Mary was about to argue with him. He could see that as clearly as if she’d said it, but eventually she closed her mouth and nodded. “Okay. Fine. Who are you sending over?”
“You.”
“Me?” she screeched.
“I’m going, too.”
“What the hell, Tom? We’ve got twelve additional people here now, and this is a job for a first-year deputy.”
He couldn’t tell her that the real reason was that he wanted to spy on Isabelle. He also couldn’t tell Mary that he wanted her to meet Jill. She’d dig in her heels and tell him to mind his own business. She was always telling him to mind his own business; he never did. “Those guys need all their attention on the courthouse. We know how to pace ourselves. You can sleep in the next day if you need to.”
“I don’t need to sleep in!” she growled before stomping up the stairs. That was the end of the discussion. Good.
They’d debriefed in the meeting room after court had adjourned, but that didn’t mean there weren’t twenty emails waiting for him. So far there’d been no activity at the judge’s place, and Stevenson hadn’t been spotted in Jackson or Boise or anywhere in between.
Tom wrote an update for his chief, laying out his plan to feed only the smallest bits of information to the press so as not to inspire any of the defendant’s sympathizers.
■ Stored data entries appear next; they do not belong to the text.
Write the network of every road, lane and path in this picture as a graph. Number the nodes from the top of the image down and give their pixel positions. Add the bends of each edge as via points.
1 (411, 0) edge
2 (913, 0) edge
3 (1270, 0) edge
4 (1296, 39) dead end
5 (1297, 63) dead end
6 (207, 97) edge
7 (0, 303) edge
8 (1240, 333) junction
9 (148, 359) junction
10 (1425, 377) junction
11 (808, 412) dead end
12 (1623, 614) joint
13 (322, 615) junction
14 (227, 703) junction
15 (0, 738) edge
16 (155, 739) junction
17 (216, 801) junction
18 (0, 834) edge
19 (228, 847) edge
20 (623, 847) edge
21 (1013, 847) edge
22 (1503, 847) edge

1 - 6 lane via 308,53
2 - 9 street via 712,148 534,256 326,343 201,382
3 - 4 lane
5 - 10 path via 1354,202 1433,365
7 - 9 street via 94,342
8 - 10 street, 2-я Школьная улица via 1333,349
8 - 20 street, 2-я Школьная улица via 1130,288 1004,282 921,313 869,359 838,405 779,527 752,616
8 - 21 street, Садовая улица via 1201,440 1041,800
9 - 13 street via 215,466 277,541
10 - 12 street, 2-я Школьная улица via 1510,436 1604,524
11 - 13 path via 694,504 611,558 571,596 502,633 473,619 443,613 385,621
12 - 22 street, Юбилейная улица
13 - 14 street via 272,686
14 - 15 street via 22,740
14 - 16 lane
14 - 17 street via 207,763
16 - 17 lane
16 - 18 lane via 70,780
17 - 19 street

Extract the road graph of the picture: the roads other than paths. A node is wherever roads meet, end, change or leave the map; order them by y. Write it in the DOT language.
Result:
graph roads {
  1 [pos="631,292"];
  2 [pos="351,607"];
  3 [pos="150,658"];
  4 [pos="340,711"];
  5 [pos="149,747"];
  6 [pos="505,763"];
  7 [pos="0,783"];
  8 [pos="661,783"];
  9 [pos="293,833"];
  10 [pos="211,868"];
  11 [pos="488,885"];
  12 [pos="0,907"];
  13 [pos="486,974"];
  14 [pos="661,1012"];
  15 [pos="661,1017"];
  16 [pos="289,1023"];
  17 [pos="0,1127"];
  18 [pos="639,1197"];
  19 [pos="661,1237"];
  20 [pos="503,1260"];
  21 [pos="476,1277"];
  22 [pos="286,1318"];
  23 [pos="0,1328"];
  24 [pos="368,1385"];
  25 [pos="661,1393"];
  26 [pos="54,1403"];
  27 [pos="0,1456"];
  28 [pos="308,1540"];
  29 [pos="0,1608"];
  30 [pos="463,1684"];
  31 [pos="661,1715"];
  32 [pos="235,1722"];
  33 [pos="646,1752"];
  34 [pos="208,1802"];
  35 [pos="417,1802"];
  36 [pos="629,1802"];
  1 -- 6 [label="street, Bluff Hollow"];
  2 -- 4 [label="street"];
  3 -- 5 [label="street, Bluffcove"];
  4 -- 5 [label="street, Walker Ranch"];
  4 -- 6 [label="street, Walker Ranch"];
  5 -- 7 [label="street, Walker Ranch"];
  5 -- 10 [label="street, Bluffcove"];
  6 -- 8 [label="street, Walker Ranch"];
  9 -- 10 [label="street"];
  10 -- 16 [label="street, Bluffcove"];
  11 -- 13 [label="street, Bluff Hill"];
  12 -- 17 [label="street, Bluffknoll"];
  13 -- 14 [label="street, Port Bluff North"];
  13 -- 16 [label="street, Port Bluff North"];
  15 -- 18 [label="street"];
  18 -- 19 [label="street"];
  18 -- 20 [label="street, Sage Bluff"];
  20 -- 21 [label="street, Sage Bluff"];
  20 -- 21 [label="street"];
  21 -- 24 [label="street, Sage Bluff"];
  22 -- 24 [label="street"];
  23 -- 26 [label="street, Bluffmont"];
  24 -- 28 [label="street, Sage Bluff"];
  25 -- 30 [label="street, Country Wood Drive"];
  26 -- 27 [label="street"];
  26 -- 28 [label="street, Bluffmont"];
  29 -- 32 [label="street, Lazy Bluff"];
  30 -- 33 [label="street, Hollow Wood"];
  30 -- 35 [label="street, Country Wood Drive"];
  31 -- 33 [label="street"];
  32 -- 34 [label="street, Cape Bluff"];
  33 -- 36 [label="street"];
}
Then he sent an email to his team with a few more specifics about tomorrow’s detail, requested an expedited review of the letter from the consulting psychiatrist and was finally ready to turn in at eleven.
But he had something else to look into.
He’d considered taking a long-range photo of Isabelle and feeding it into a reverse image search, but if she’d kept a low profile for the past fourteen years, it probably wouldn’t pan out. No point stepping that far over the line into invading her privacy. He’d also considered that he could’ve lifted some small piece of garbage from her trash to get her fingerprints, but that felt even more wrong. He really wanted to leave a moral pathway open to sleeping with her.